[Data for this task — start]

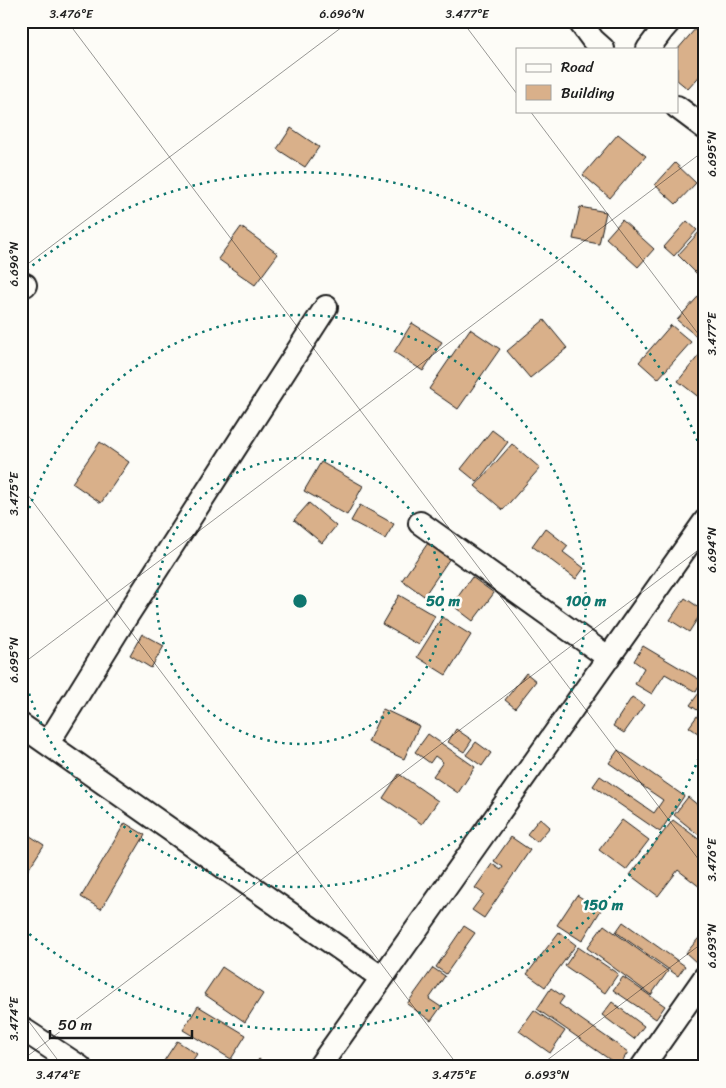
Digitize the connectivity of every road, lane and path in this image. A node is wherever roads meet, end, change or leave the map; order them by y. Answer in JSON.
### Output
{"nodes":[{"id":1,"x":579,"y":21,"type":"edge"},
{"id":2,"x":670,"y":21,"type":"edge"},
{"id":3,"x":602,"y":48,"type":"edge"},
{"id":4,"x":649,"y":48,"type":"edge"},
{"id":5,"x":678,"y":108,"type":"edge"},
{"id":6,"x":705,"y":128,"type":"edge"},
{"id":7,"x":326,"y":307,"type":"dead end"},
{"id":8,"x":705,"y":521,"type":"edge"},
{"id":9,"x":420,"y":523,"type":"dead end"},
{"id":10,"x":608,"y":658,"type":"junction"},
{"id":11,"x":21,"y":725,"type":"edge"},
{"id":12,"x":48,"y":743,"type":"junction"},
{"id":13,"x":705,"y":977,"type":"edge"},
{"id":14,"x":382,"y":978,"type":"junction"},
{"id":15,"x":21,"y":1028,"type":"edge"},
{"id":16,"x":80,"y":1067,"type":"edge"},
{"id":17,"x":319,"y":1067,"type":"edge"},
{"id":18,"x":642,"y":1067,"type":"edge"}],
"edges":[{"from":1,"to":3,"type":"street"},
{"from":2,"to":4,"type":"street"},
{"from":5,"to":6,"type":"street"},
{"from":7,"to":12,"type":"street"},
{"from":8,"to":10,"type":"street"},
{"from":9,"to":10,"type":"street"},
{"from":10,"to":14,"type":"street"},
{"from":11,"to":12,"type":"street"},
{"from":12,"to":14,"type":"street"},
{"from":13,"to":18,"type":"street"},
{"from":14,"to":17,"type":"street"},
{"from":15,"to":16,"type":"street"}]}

[Data for this task — finish]
[Data for this task — start]

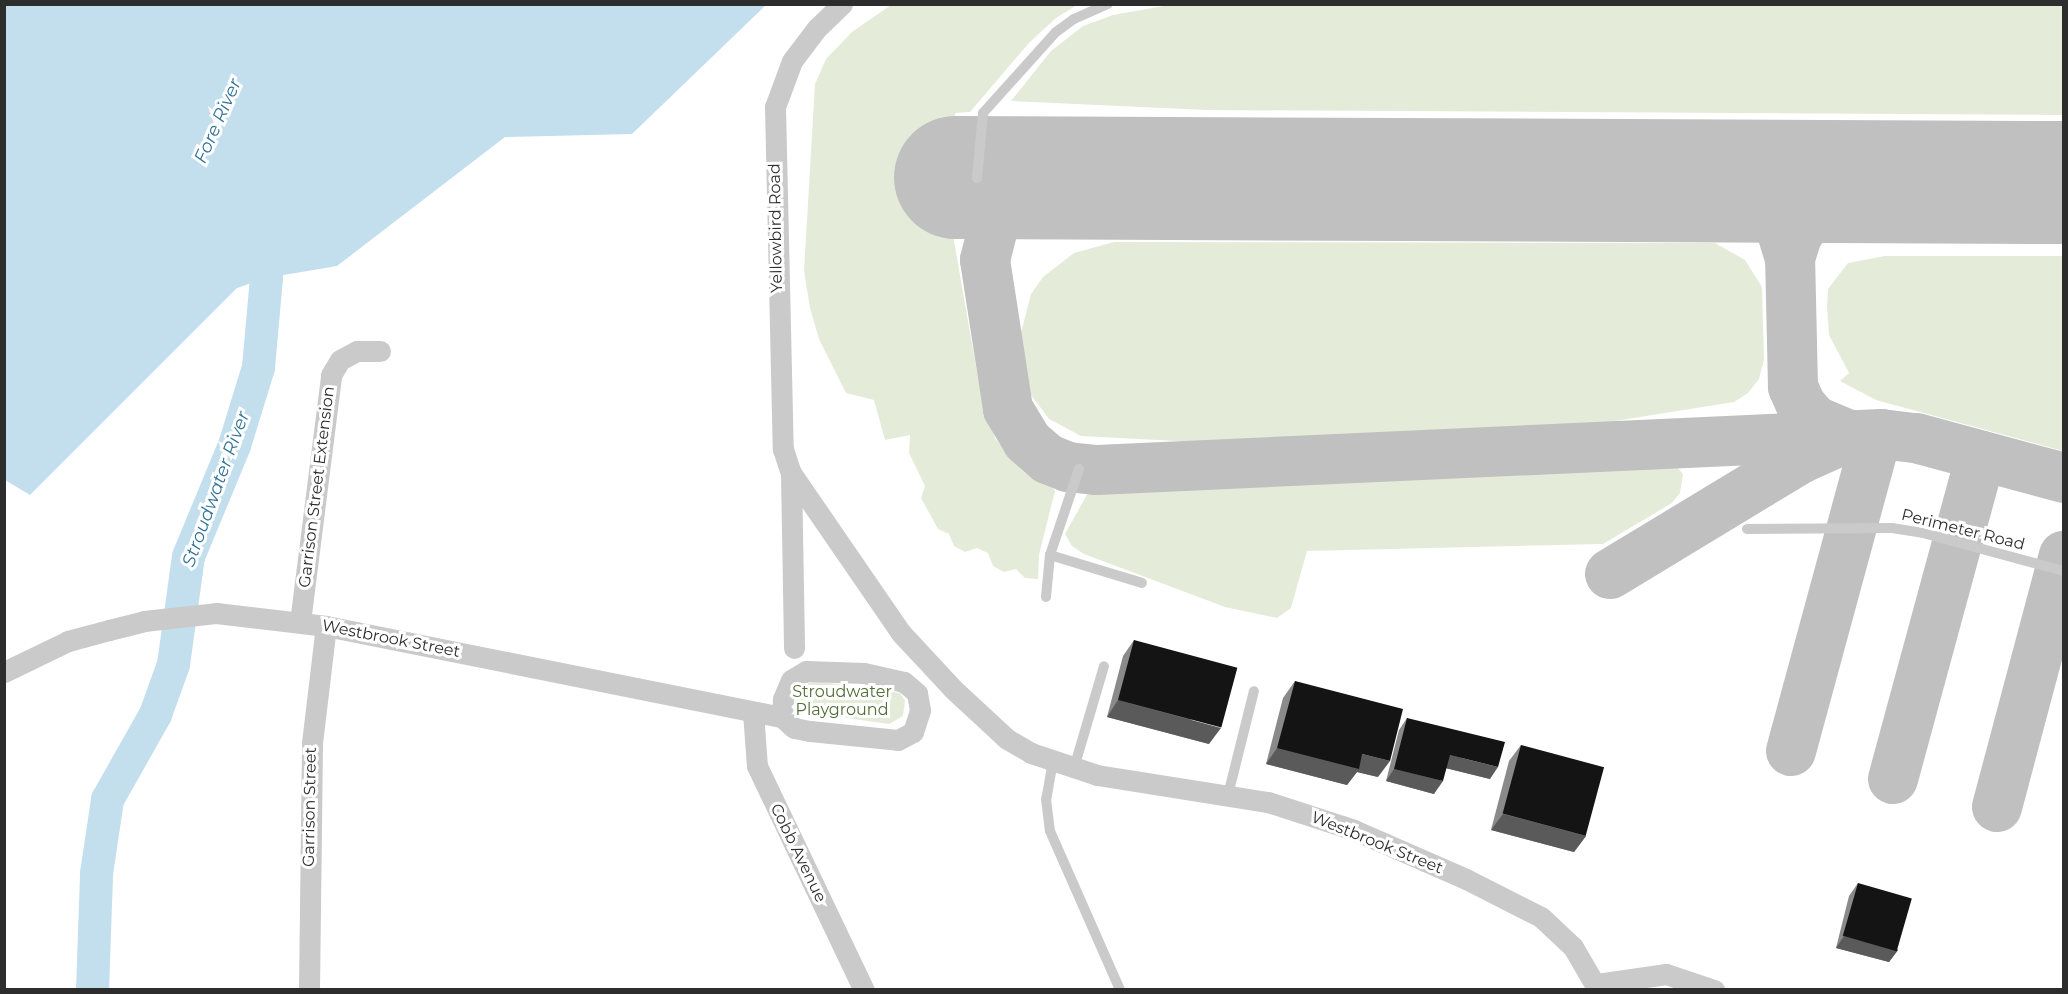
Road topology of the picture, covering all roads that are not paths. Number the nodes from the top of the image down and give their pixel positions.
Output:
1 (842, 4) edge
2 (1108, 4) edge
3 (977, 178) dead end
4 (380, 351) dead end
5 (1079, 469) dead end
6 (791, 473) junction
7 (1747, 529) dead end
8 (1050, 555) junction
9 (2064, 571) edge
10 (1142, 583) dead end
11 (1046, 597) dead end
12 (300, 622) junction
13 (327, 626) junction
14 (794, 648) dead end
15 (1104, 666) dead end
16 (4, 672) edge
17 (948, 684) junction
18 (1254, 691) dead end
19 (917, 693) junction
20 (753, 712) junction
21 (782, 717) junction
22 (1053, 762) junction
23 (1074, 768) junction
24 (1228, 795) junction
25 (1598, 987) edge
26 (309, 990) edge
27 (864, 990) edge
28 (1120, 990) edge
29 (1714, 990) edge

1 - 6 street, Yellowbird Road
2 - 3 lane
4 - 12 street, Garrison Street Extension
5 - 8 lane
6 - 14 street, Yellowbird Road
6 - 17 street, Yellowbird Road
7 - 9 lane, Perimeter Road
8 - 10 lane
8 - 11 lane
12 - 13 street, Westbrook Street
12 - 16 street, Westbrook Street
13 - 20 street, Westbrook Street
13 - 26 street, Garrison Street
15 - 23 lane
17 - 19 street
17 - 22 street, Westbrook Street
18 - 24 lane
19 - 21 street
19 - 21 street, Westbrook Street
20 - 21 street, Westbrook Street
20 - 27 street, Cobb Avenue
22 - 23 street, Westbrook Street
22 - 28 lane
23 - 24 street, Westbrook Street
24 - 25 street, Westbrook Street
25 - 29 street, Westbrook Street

[Data for this task — finish]
[Data for this task — start]

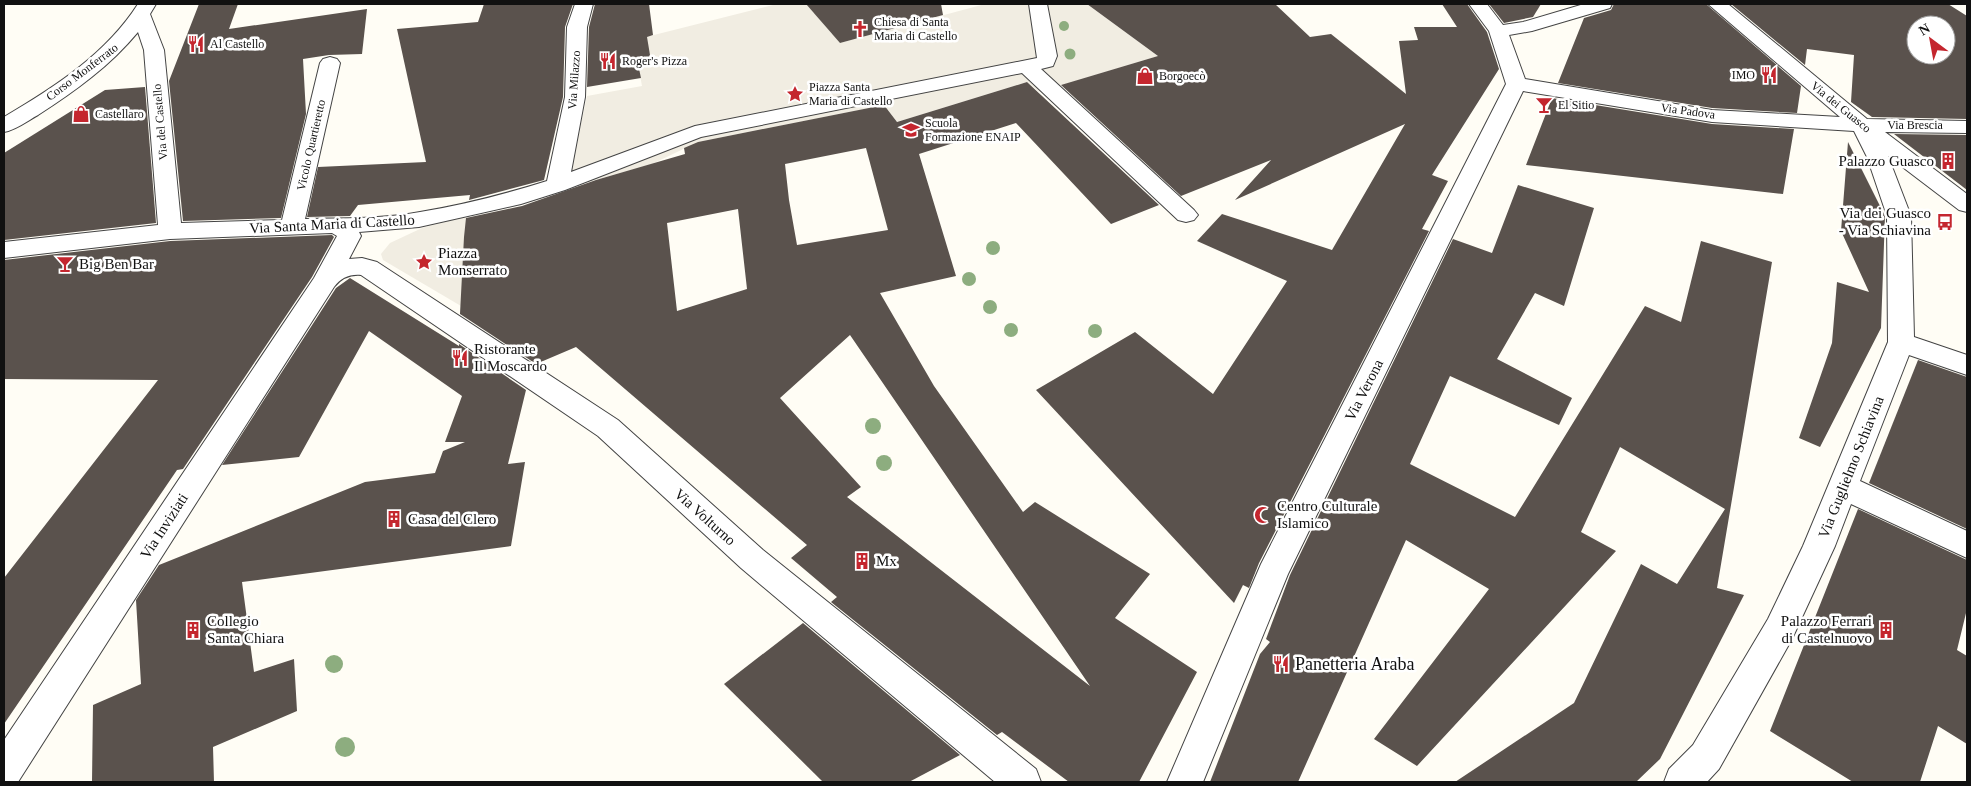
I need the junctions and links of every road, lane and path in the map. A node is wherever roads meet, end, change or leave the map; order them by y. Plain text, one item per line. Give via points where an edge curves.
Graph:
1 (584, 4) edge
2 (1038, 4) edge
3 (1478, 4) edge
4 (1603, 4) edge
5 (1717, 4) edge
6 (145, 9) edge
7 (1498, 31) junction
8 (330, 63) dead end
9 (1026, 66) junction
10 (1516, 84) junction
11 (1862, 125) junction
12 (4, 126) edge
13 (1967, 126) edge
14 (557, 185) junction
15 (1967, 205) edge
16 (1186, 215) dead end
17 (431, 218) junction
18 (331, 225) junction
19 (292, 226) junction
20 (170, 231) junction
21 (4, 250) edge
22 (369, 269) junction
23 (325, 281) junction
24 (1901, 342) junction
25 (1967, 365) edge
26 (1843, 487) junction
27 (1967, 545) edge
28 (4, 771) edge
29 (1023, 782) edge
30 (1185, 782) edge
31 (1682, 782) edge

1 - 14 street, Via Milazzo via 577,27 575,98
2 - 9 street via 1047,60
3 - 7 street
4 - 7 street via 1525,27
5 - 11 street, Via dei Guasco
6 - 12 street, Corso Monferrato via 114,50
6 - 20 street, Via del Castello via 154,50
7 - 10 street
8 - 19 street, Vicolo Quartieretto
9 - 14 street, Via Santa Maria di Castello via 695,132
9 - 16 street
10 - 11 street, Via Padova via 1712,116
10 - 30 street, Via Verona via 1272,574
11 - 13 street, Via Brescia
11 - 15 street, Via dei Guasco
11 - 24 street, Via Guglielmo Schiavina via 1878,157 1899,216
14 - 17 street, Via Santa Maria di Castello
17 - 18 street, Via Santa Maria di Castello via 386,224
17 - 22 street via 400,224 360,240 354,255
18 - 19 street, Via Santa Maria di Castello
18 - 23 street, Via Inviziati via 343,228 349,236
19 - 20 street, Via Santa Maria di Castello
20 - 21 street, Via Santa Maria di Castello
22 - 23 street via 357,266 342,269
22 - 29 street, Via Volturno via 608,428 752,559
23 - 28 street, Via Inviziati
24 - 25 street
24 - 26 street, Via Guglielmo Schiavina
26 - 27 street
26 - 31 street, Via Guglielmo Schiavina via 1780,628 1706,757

[Data for this task — finish]

> Action item
Please show every line of the records that holds the word "lane".

> Response to the task
Digitize the connectivity of every road, lane and path in this image. A node is wherever roads meet, end, change or leave the map; order them by y. Answer in JSON.
2 - 3 lane
5 - 8 lane
7 - 9 lane, Perimeter Road
8 - 10 lane
8 - 11 lane
15 - 23 lane
18 - 24 lane
22 - 28 lane
I need the junctions and links of every road, lane and path in the map. A node is wherever roads meet, end, change or leave the map; order them by y. Plain text, one item per line. Give via points where an edge curves.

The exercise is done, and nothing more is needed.